=== Section Start ===

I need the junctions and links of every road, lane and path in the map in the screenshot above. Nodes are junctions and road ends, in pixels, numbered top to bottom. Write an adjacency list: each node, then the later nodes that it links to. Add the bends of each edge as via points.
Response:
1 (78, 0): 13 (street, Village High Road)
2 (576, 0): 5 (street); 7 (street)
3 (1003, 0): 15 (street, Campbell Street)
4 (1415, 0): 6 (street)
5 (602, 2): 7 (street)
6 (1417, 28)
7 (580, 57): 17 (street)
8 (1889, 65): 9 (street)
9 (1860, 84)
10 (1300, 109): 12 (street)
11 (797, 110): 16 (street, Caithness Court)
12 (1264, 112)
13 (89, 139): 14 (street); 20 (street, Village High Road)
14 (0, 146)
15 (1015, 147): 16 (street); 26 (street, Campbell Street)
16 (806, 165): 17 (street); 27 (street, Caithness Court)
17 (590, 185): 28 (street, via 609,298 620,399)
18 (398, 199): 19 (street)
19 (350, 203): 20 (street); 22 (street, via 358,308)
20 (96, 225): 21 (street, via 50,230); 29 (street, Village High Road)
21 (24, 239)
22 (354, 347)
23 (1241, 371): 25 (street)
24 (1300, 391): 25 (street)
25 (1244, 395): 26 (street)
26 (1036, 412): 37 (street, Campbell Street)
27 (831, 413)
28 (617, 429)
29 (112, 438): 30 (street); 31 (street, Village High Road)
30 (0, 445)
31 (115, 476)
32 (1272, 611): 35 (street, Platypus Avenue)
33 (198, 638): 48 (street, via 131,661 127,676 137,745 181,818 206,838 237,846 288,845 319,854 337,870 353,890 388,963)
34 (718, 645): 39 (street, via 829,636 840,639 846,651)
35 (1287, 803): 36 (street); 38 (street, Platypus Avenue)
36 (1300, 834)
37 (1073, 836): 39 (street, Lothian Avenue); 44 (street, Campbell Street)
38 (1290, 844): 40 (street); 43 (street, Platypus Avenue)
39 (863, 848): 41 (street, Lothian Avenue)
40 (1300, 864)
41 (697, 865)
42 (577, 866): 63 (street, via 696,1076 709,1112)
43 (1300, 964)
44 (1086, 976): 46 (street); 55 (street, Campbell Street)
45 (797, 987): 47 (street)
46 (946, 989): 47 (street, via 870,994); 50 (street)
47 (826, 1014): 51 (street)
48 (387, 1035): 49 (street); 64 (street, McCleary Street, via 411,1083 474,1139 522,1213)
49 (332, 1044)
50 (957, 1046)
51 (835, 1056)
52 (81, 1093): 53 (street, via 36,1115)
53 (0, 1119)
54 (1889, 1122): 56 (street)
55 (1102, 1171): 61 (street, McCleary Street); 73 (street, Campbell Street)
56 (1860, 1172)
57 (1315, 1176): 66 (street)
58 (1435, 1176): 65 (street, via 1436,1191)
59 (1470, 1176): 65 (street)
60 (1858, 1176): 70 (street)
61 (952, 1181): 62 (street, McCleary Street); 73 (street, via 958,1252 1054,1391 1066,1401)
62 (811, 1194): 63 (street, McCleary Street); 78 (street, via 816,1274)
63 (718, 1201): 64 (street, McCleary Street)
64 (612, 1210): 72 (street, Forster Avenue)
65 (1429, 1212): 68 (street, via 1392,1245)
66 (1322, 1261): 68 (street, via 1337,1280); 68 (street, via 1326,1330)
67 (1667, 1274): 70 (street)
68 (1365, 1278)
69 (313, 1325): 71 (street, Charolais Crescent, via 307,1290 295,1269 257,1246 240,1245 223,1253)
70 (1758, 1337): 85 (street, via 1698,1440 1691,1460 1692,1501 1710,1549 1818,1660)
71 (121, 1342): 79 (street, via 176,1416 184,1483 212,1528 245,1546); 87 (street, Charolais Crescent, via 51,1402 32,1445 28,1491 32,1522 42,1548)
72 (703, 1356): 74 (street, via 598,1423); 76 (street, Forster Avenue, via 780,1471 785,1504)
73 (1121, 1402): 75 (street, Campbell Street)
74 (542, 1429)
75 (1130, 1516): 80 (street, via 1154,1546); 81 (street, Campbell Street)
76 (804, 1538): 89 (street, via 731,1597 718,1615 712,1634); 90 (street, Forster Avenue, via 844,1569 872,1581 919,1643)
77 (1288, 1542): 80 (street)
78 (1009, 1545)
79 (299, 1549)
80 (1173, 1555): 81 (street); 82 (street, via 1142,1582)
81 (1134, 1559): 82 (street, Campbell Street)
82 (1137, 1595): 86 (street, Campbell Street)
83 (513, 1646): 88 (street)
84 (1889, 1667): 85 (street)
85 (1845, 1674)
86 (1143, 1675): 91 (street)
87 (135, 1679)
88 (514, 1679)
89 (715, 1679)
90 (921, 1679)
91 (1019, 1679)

=== Section End ===

- DIRECTIONS
Transcribe the data in full, keeping every detail.

- RESPONSE TO THE TASK
I need the junctions and links of every road, lane and path in the map in the screenshot above. Nodes are junctions and road ends, in pixels, numbered top to bottom. Write an adjacency list: each node, then the later nodes that it links to. Add the bends of each edge as via points.
Response:
1 (78, 0): 13 (street, Village High Road)
2 (576, 0): 5 (street); 7 (street)
3 (1003, 0): 15 (street, Campbell Street)
4 (1415, 0): 6 (street)
5 (602, 2): 7 (street)
6 (1417, 28)
7 (580, 57): 17 (street)
8 (1889, 65): 9 (street)
9 (1860, 84)
10 (1300, 109): 12 (street)
11 (797, 110): 16 (street, Caithness Court)
12 (1264, 112)
13 (89, 139): 14 (street); 20 (street, Village High Road)
14 (0, 146)
15 (1015, 147): 16 (street); 26 (street, Campbell Street)
16 (806, 165): 17 (street); 27 (street, Caithness Court)
17 (590, 185): 28 (street, via 609,298 620,399)
18 (398, 199): 19 (street)
19 (350, 203): 20 (street); 22 (street, via 358,308)
20 (96, 225): 21 (street, via 50,230); 29 (street, Village High Road)
21 (24, 239)
22 (354, 347)
23 (1241, 371): 25 (street)
24 (1300, 391): 25 (street)
25 (1244, 395): 26 (street)
26 (1036, 412): 37 (street, Campbell Street)
27 (831, 413)
28 (617, 429)
29 (112, 438): 30 (street); 31 (street, Village High Road)
30 (0, 445)
31 (115, 476)
32 (1272, 611): 35 (street, Platypus Avenue)
33 (198, 638): 48 (street, via 131,661 127,676 137,745 181,818 206,838 237,846 288,845 319,854 337,870 353,890 388,963)
34 (718, 645): 39 (street, via 829,636 840,639 846,651)
35 (1287, 803): 36 (street); 38 (street, Platypus Avenue)
36 (1300, 834)
37 (1073, 836): 39 (street, Lothian Avenue); 44 (street, Campbell Street)
38 (1290, 844): 40 (street); 43 (street, Platypus Avenue)
39 (863, 848): 41 (street, Lothian Avenue)
40 (1300, 864)
41 (697, 865)
42 (577, 866): 63 (street, via 696,1076 709,1112)
43 (1300, 964)
44 (1086, 976): 46 (street); 55 (street, Campbell Street)
45 (797, 987): 47 (street)
46 (946, 989): 47 (street, via 870,994); 50 (street)
47 (826, 1014): 51 (street)
48 (387, 1035): 49 (street); 64 (street, McCleary Street, via 411,1083 474,1139 522,1213)
49 (332, 1044)
50 (957, 1046)
51 (835, 1056)
52 (81, 1093): 53 (street, via 36,1115)
53 (0, 1119)
54 (1889, 1122): 56 (street)
55 (1102, 1171): 61 (street, McCleary Street); 73 (street, Campbell Street)
56 (1860, 1172)
57 (1315, 1176): 66 (street)
58 (1435, 1176): 65 (street, via 1436,1191)
59 (1470, 1176): 65 (street)
60 (1858, 1176): 70 (street)
61 (952, 1181): 62 (street, McCleary Street); 73 (street, via 958,1252 1054,1391 1066,1401)
62 (811, 1194): 63 (street, McCleary Street); 78 (street, via 816,1274)
63 (718, 1201): 64 (street, McCleary Street)
64 (612, 1210): 72 (street, Forster Avenue)
65 (1429, 1212): 68 (street, via 1392,1245)
66 (1322, 1261): 68 (street, via 1337,1280); 68 (street, via 1326,1330)
67 (1667, 1274): 70 (street)
68 (1365, 1278)
69 (313, 1325): 71 (street, Charolais Crescent, via 307,1290 295,1269 257,1246 240,1245 223,1253)
70 (1758, 1337): 85 (street, via 1698,1440 1691,1460 1692,1501 1710,1549 1818,1660)
71 (121, 1342): 79 (street, via 176,1416 184,1483 212,1528 245,1546); 87 (street, Charolais Crescent, via 51,1402 32,1445 28,1491 32,1522 42,1548)
72 (703, 1356): 74 (street, via 598,1423); 76 (street, Forster Avenue, via 780,1471 785,1504)
73 (1121, 1402): 75 (street, Campbell Street)
74 (542, 1429)
75 (1130, 1516): 80 (street, via 1154,1546); 81 (street, Campbell Street)
76 (804, 1538): 89 (street, via 731,1597 718,1615 712,1634); 90 (street, Forster Avenue, via 844,1569 872,1581 919,1643)
77 (1288, 1542): 80 (street)
78 (1009, 1545)
79 (299, 1549)
80 (1173, 1555): 81 (street); 82 (street, via 1142,1582)
81 (1134, 1559): 82 (street, Campbell Street)
82 (1137, 1595): 86 (street, Campbell Street)
83 (513, 1646): 88 (street)
84 (1889, 1667): 85 (street)
85 (1845, 1674)
86 (1143, 1675): 91 (street)
87 (135, 1679)
88 (514, 1679)
89 (715, 1679)
90 (921, 1679)
91 (1019, 1679)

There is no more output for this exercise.